====== Entries supplied

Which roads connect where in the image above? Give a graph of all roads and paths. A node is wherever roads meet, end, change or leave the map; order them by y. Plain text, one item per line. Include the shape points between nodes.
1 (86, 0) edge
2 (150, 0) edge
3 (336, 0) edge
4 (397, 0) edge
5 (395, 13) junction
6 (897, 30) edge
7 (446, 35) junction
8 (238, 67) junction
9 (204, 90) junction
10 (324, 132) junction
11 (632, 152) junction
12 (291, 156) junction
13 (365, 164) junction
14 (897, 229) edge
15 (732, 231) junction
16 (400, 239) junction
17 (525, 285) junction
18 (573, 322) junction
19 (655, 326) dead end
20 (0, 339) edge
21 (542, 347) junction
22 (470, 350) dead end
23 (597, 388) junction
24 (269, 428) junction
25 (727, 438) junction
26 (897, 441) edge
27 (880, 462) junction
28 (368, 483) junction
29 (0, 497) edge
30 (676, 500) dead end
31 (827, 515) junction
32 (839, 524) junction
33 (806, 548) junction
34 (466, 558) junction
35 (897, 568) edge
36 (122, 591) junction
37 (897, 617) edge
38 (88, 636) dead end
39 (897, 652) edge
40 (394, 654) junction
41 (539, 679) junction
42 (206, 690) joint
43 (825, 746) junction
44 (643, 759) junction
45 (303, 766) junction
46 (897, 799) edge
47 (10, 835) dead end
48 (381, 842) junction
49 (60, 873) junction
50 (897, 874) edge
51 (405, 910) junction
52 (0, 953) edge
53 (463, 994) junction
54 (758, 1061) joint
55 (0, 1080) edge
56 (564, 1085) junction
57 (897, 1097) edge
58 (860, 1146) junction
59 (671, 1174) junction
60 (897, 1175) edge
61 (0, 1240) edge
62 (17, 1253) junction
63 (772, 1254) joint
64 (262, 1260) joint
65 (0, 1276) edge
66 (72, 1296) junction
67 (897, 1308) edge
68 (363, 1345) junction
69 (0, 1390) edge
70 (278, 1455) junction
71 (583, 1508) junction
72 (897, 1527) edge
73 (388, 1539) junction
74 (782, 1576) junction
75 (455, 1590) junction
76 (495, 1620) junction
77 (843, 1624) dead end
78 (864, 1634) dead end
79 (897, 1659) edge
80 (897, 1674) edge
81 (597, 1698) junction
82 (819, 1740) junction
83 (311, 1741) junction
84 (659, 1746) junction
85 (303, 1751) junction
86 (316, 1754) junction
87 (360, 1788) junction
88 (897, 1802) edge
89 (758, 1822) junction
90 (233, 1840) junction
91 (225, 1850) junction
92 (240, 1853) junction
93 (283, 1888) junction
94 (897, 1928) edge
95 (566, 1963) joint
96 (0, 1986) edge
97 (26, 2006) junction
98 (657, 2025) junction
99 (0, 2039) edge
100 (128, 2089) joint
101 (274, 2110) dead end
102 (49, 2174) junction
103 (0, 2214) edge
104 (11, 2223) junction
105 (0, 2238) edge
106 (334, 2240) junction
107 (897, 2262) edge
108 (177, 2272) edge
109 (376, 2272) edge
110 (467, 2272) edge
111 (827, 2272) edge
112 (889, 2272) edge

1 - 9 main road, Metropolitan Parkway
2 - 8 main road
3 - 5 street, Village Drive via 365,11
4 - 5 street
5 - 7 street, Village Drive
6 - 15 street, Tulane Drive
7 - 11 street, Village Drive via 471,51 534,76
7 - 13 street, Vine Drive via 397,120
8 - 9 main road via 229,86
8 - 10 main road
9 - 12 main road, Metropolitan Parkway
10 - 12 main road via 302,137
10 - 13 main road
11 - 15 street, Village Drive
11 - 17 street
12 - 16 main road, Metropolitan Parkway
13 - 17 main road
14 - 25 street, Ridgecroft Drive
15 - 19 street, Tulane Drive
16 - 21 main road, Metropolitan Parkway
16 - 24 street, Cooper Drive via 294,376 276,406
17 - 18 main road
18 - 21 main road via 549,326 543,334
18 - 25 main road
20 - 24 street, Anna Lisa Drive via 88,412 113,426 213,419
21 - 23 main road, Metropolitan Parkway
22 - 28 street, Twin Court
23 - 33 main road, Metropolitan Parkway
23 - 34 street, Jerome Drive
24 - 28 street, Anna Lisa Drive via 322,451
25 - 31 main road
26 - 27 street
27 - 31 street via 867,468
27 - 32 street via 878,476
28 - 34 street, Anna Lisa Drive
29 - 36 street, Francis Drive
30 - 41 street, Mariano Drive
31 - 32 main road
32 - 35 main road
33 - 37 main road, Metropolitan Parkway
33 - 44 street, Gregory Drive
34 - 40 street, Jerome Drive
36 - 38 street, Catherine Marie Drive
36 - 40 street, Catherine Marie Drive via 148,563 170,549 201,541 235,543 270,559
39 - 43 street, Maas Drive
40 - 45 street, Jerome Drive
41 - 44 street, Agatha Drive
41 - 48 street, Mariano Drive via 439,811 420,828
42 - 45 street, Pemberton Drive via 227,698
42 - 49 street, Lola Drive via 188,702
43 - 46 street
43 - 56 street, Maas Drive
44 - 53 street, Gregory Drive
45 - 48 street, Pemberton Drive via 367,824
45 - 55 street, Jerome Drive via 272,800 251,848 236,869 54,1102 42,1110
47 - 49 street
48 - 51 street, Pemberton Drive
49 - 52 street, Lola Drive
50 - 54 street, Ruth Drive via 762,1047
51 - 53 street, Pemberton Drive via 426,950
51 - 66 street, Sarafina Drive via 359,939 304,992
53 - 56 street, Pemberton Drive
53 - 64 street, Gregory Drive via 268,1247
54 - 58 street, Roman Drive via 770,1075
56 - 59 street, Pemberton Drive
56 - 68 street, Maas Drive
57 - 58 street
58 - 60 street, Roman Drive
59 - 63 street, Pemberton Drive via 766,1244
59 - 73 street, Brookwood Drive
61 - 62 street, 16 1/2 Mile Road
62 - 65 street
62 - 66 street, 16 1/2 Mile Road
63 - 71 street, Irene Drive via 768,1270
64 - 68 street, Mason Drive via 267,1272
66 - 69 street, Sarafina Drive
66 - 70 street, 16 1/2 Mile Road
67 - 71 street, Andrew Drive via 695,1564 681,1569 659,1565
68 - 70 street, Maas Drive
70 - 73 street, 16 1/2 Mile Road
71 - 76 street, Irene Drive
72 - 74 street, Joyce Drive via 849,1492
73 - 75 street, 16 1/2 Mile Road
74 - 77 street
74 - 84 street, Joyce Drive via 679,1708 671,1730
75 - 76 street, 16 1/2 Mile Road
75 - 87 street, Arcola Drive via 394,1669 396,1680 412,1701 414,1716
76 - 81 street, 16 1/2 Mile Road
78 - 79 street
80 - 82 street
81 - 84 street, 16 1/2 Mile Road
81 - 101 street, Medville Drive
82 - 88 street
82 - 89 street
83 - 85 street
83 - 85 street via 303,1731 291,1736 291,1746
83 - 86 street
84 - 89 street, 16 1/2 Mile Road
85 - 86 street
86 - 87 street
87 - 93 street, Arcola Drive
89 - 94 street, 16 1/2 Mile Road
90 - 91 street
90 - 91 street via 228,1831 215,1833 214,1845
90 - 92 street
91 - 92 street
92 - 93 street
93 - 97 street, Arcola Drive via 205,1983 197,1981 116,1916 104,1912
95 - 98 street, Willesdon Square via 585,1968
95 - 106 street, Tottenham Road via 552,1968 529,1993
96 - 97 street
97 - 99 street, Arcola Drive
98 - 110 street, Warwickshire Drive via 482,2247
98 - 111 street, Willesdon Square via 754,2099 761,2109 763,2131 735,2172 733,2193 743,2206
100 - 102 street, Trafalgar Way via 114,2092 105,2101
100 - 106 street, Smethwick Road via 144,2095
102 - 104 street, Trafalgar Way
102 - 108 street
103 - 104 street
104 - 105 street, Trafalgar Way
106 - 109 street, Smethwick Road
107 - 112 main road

============
====== Entries supplied

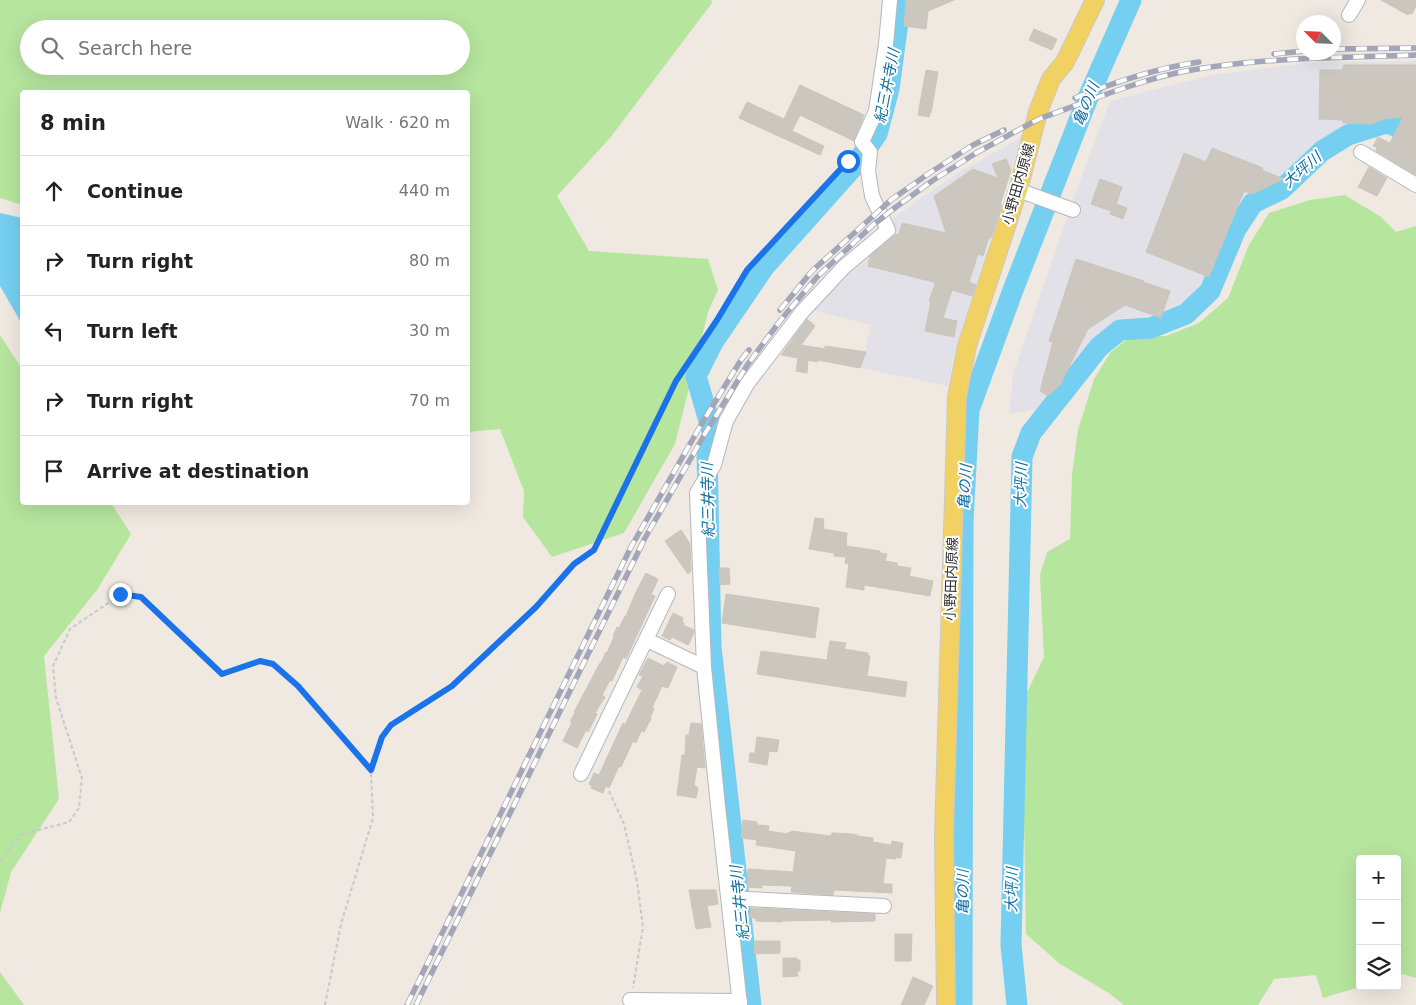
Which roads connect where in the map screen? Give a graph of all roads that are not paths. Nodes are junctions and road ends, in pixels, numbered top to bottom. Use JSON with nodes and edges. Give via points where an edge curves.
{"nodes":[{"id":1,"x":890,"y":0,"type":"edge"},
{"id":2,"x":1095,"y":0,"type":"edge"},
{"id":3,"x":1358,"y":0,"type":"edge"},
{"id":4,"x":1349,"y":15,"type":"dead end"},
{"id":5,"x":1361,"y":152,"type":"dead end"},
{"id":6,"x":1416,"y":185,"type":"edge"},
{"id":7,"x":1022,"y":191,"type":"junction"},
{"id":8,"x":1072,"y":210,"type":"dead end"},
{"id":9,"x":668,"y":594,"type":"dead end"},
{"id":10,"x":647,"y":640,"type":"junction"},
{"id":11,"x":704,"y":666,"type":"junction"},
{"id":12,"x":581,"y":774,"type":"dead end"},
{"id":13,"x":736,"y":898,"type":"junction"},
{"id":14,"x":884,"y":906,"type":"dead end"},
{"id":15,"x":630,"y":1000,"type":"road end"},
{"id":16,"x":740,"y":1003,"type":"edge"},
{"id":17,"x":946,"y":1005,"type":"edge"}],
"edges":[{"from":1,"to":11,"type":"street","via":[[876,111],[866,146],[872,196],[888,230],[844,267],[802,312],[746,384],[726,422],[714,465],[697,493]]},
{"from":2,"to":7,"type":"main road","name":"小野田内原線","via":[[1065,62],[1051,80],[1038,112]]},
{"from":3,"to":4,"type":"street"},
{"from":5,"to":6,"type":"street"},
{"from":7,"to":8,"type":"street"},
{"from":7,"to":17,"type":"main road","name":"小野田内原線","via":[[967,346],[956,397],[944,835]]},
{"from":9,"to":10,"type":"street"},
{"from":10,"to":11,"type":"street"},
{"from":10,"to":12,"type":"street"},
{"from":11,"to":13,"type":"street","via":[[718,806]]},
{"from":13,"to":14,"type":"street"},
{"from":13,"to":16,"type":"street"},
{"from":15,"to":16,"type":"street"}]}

============

### Work instructions
Determine how many lines in the entries hold the string "Maas". Write only the number.

### Written response
4